And now I will tell you this.
I didn’t have a good family growing up. I was raised by a Wasicu (white) family that was abusive and negligent. My roots were nurtured in a traditional Lakota family. My Unci (Grandma) and La La (Grandpa) lived in the same house as my Ina (Mother) and my five brothers and sisters. I was the youngest at the time, the baby, the Wakaneja.
I was sacred; I was treated in a sacred way, sometimes much to the annoyance of my siblings. They wanted to run and play and be free, not have to care for a small baby girl who couldn’t walk on her own and was a hindrance to their fun. But I was loved, by everyone. I had a temper, the same temper I see in my little Cunksi (daughter). I was called Matowin (bear woman) and still have the fiery temper to this day.

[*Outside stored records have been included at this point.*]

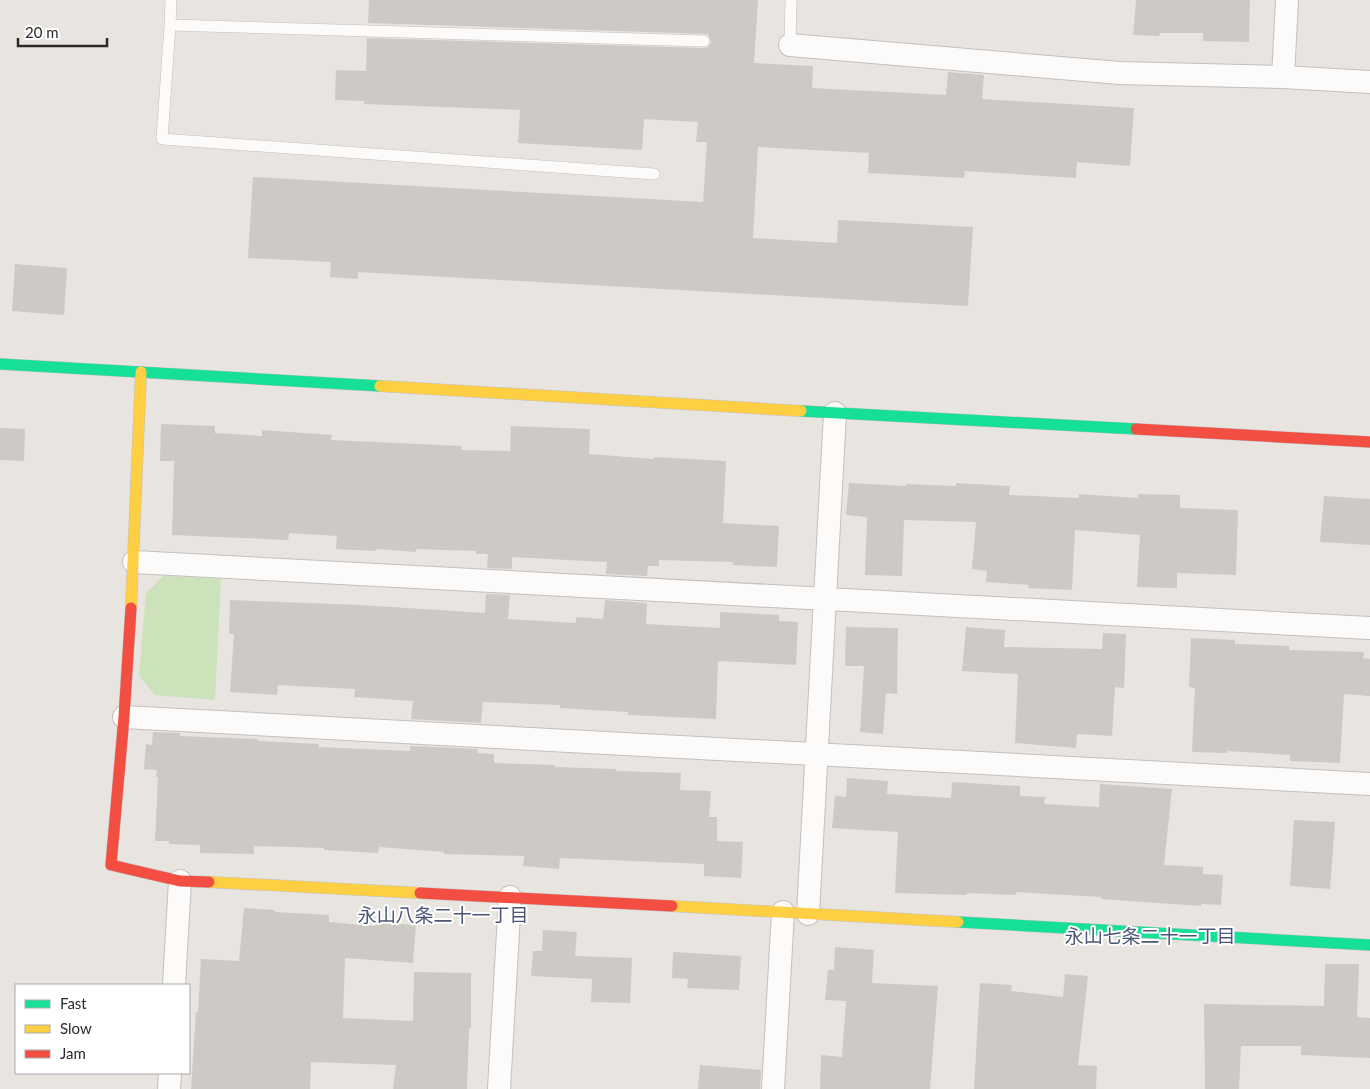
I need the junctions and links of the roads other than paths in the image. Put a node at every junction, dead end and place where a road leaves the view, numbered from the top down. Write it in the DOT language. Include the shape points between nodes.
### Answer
graph roads {
  1 [pos="171,0"];
  2 [pos="792,0"];
  3 [pos="1287,0"];
  4 [pos="170,25"];
  5 [pos="704,41"];
  6 [pos="790,45"];
  7 [pos="1283,77"];
  8 [pos="1370,82"];
  9 [pos="654,174"];
  10 [pos="0,364"];
  11 [pos="141,372"];
  12 [pos="835,413"];
  13 [pos="1370,442"];
  14 [pos="134,562"];
  15 [pos="824,598"];
  16 [pos="1370,628"];
  17 [pos="124,717"];
  18 [pos="817,753"];
  19 [pos="1370,784"];
  20 [pos="180,880"];
  21 [pos="510,897"];
  22 [pos="783,912"];
  23 [pos="808,914"];
  24 [pos="1370,945"];
  25 [pos="174,984"];
  26 [pos="170,1074"];
  27 [pos="169,1089"];
  28 [pos="498,1089"];
  29 [pos="773,1089"];
  1 -- 4 [label="lane"];
  2 -- 6 [label="lane"];
  3 -- 7 [label="street"];
  4 -- 5 [label="lane"];
  4 -- 9 [label="lane" via="162,138"];
  6 -- 7 [label="street" via="1120,73"];
  7 -- 8 [label="street"];
  10 -- 11 [label="street"];
  11 -- 12 [label="street"];
  11 -- 14 [label="street"];
  12 -- 13 [label="street"];
  12 -- 15 [label="street"];
  14 -- 15 [label="street"];
  14 -- 17 [label="street"];
  15 -- 16 [label="street"];
  15 -- 18 [label="street"];
  17 -- 18 [label="street"];
  17 -- 20 [label="street" via="111,865"];
  18 -- 19 [label="street"];
  18 -- 23 [label="street"];
  20 -- 21 [label="street"];
  20 -- 25 [label="street"];
  21 -- 22 [label="street"];
  21 -- 28 [label="street"];
  22 -- 23 [label="street"];
  22 -- 29 [label="street"];
  23 -- 24 [label="street"];
  26 -- 27 [label="street"];
}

Unfortunately, my mother drank. It was the 1970s and she was an Indian woman who was trying to figure out what it meant to be a woman in a revolutionary time of Indian History. We’d just come out of an extremely volatile time for Indians everywhere. The Freedom of Religion Act had not yet been passed, and we were not allowed to practice our ceremonies and beliefs publicly.
Indians had to belong to an organized religion, be it Catholic, Protestant, Mormon. The American Indian Movement (AIM) was active on the reservations and beyond, and Indians were either embracing their heritage or running from it.

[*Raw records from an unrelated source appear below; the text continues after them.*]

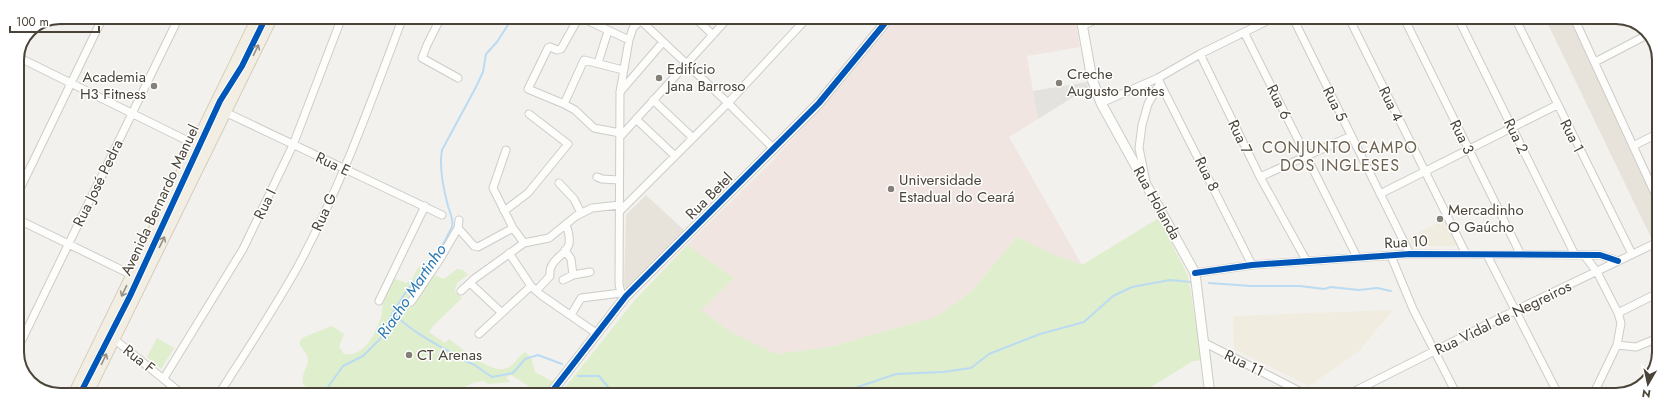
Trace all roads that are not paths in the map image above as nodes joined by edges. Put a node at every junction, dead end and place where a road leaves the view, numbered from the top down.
1 (100, 24) edge
2 (176, 24) edge
3 (255, 24) edge
4 (269, 24) edge
5 (339, 24) edge
6 (399, 24) edge
7 (438, 24) edge
8 (575, 24) edge
9 (594, 24) edge
10 (637, 24) edge
11 (645, 24) edge
12 (701, 24) edge
13 (723, 24) edge
14 (801, 24) edge
15 (885, 24) edge
16 (1082, 24) edge
17 (1261, 24) edge
18 (1296, 24) edge
19 (1352, 24) edge
20 (1407, 24) edge
21 (1461, 24) edge
22 (1518, 24) edge
23 (1577, 24) edge
24 (608, 31) junction
25 (1244, 32) junction
26 (713, 35) junction
27 (1644, 37) edge
28 (629, 40) junction
29 (663, 42) junction
30 (1200, 54) junction
31 (24, 60) edge
32 (598, 62) junction
33 (1595, 62) junction
34 (236, 63) junction
35 (686, 64) junction
36 (247, 69) junction
37 (623, 70) junction
38 (230, 75) junction
39 (458, 78) dead end
40 (241, 81) junction
41 (1159, 81) junction
42 (71, 83) junction
43 (620, 92) junction
44 (653, 100) junction
45 (728, 103) junction
46 (1101, 103) junction
47 (564, 104) junction
48 (1557, 105) junction
49 (225, 112) junction
50 (131, 114) junction
51 (529, 114) dead end
52 (636, 119) junction
53 (1512, 128) junction
54 (620, 135) junction
55 (1351, 136) junction
56 (1652, 136) edge
57 (693, 138) junction
58 (196, 145) junction
59 (293, 145) junction
60 (1633, 146) junction
61 (774, 149) junction
62 (1468, 149) junction
63 (506, 150) dead end
64 (675, 156) junction
65 (1306, 157) junction
66 (343, 168) junction
67 (1424, 171) junction
68 (597, 177) dead end
69 (1260, 177) junction
70 (24, 180) edge
71 (619, 180) junction
72 (559, 183) dead end
73 (1146, 184) junction
74 (1652, 187) edge
75 (1380, 194) junction
76 (425, 206) junction
77 (620, 208) junction
78 (504, 211) junction
79 (581, 213) junction
80 (442, 215) dead end
81 (459, 220) dead end
82 (24, 222) edge
83 (566, 224) junction
84 (458, 228) junction
85 (513, 228) junction
86 (68, 244) junction
87 (524, 244) junction
88 (1652, 245) edge
89 (565, 250) junction
90 (509, 253) junction
91 (1410, 254) junction
92 (1466, 254) junction
93 (1632, 254) junction
94 (1487, 255) junction
95 (1521, 255) junction
96 (1575, 255) junction
97 (1584, 255) junction
98 (1391, 256) junction
99 (1357, 257) junction
100 (1306, 260) junction
101 (1618, 261) junction
102 (1252, 265) junction
103 (590, 272) dead end
104 (1597, 272) junction
105 (1195, 273) junction
106 (132, 275) junction
107 (573, 275) junction
108 (563, 280) dead end
109 (470, 283) junction
110 (533, 288) junction
111 (461, 292) dead end
112 (624, 294) junction
113 (1652, 296) edge
114 (379, 301) dead end
115 (411, 302) dead end
116 (1516, 310) junction
117 (502, 313) junction
118 (1618, 313) junction
119 (571, 315) junction
120 (596, 333) junction
121 (478, 334) dead end
122 (24, 335) edge
123 (114, 339) junction
124 (1652, 340) edge
125 (1203, 342) junction
126 (1617, 345) junction
127 (1435, 352) junction
128 (164, 378) junction
129 (77, 388) edge
130 (90, 388) edge
131 (175, 388) edge
132 (223, 388) edge
133 (555, 388) edge
134 (1209, 388) edge
135 (1293, 388) edge
136 (1364, 388) edge
137 (1453, 388) edge
138 (1555, 388) edge
139 (1596, 388) edge

1 - 42 street
2 - 50 street, Rua José Pedra
3 - 34 main road, Avenida Bernardo Manuel
36 -> 4 main road, Avenida Bernardo Manuel
5 - 59 street, Rua I
6 - 66 street, Rua G
7 - 39 street
8 - 47 street
9 - 24 street
10 - 28 street
11 - 29 street
12 - 26 street
13 - 26 street
14 - 45 street
15 - 61 street, Rua Betel
16 - 46 street, Rua Holanda
17 - 25 street
18 - 55 street, Rua 5
19 - 67 street, Rua 4
20 - 62 street, Rua 3
21 - 53 street, Rua 2
22 - 48 street, Rua 1
23 - 33 street
24 - 28 street
24 - 32 street
25 - 30 street
25 - 65 street, Rua 6
26 - 35 street
27 - 33 street
28 - 37 street
29 - 35 street
29 - 43 street
30 - 41 street
30 - 69 street, Rua 7
31 - 42 street
32 - 37 street
32 - 47 street
33 - 60 street
34 - 36 main road
34 - 38 main road, Avenida Bernardo Manuel
35 - 44 street
35 - 45 street
36 - 40 main road, Avenida Bernardo Manuel
37 - 43 street
38 - 40 main road
38 - 58 main road, Avenida Bernardo Manuel
40 - 49 main road, Avenida Bernardo Manuel
41 - 46 street
41 - 73 street
41 - 102 street, Rua 8
42 - 50 street
42 - 70 street
43 - 54 street
44 - 52 street
44 - 57 street
45 - 57 street
45 - 61 street
46 - 73 street, Rua Holanda
47 - 54 street
48 - 53 street
48 - 93 street, Rua 1
49 - 59 street, Rua E
123 -> 49 main road, Avenida Bernardo Manuel
50 - 58 street
50 - 86 street, Rua José Pedra
51 - 78 street
52 - 54 street
52 - 64 street
53 - 62 street
53 - 96 street, Rua 2
54 - 71 street
55 - 65 street
55 - 75 street, Rua 5
56 - 60 street
57 - 64 street
58 - 106 main road, Avenida Bernardo Manuel
59 - 66 street, Rua E
59 - 128 street, Rua I
60 - 74 street
61 - 112 street, Rua Betel
62 - 67 street
62 - 95 street, Rua 3
63 - 78 street
64 - 77 street
65 - 69 street
65 - 99 street, Rua 6
66 - 76 street, Rua E
66 - 132 street, Rua G
67 - 75 street
67 - 92 street, Rua 4
68 - 71 street
69 - 100 street, Rua 7
71 - 77 street
72 - 79 street
73 - 105 street, Rua Holanda
75 - 91 street, Rua 5
76 - 80 street, Rua E
76 - 114 street
77 - 79 street
77 - 112 street
78 - 85 street
79 - 83 street
81 - 84 street
82 - 86 street
83 - 87 street
83 - 89 street
84 - 85 street
84 - 115 street
85 - 87 street
86 - 106 street
86 - 122 street, Rua José Pedra
87 - 90 street
88 - 93 street, Rua Vidal de Negreiros
89 - 107 street
89 - 110 street
90 - 109 street
90 - 110 street
91 - 92 street, Rua 10
91 - 98 street, Rua 10
92 - 94 street, Rua 10
93 - 101 street, Rua Vidal de Negreiros
94 - 95 street, Rua 10
94 - 116 street
95 - 96 street, Rua 10
96 - 97 street, Rua 10
97 - 101 street, Rua 10
97 - 104 street
98 - 99 street, Rua 10
98 - 127 street
99 - 100 street, Rua 10
100 - 102 street, Rua 10
101 - 104 street, Rua Vidal de Negreiros
102 - 105 street, Rua 10
103 - 107 street
104 - 116 street, Rua Vidal de Negreiros
104 - 118 street
105 - 125 street, Rua Holanda
106 -> 129 main road, Avenida Bernardo Manuel
107 - 108 street
109 - 111 street
109 - 117 street
110 - 117 street
110 - 119 street
112 - 119 street
112 - 120 street, Rua Betel
113 - 118 street
116 - 127 street, Rua Vidal de Negreiros
116 - 138 street
117 - 121 street
118 - 126 street
119 - 120 street
120 - 133 street, Rua Betel
123 - 128 street, Rua F
130 -> 123 main road, Avenida Bernardo Manuel
124 - 126 street
125 - 134 street, Rua Holanda
125 - 135 street, Rua 11
126 - 139 street
127 - 136 street, Rua Vidal de Negreiros
127 - 137 street
128 - 131 street, Rua F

My mother was torn between the culture she knew, which included speaking the language, knowing her roots, and her history, and yet she bore the scars of boarding school and the immense burden of being a Lakota Winyan (woman) in the 70s.
I don’t excuse her drinking, but I understand it. When her children were taken she was told, “You are an unfit mother and you will never see your children again.” Imagine being told that. Would you want to sober up? I think she crawled into a bottle and never came out.
Our mother loved her children; I have no doubt of that. Critics have said to me, and still say, “Well, then why did she drink?” Knowing what is good and doing what is good are two different things.
Again, I’d challenge anyone who wants to stomp my mother into the ground for her choices to have walked in her skin. Remember, she was an Indian woman and it was the 70s.
And I can tell you from personal experience, just because you “go to church” and don’t drink doesn’t make you a good mother. I can tell you this: the scars I bear from my adoptive mother are much deeper than what my “drunken” mother left me with. I was 18 months old when I was taken, and wasn’t yet walking or talking. My adoptive mother told her friends I was broken.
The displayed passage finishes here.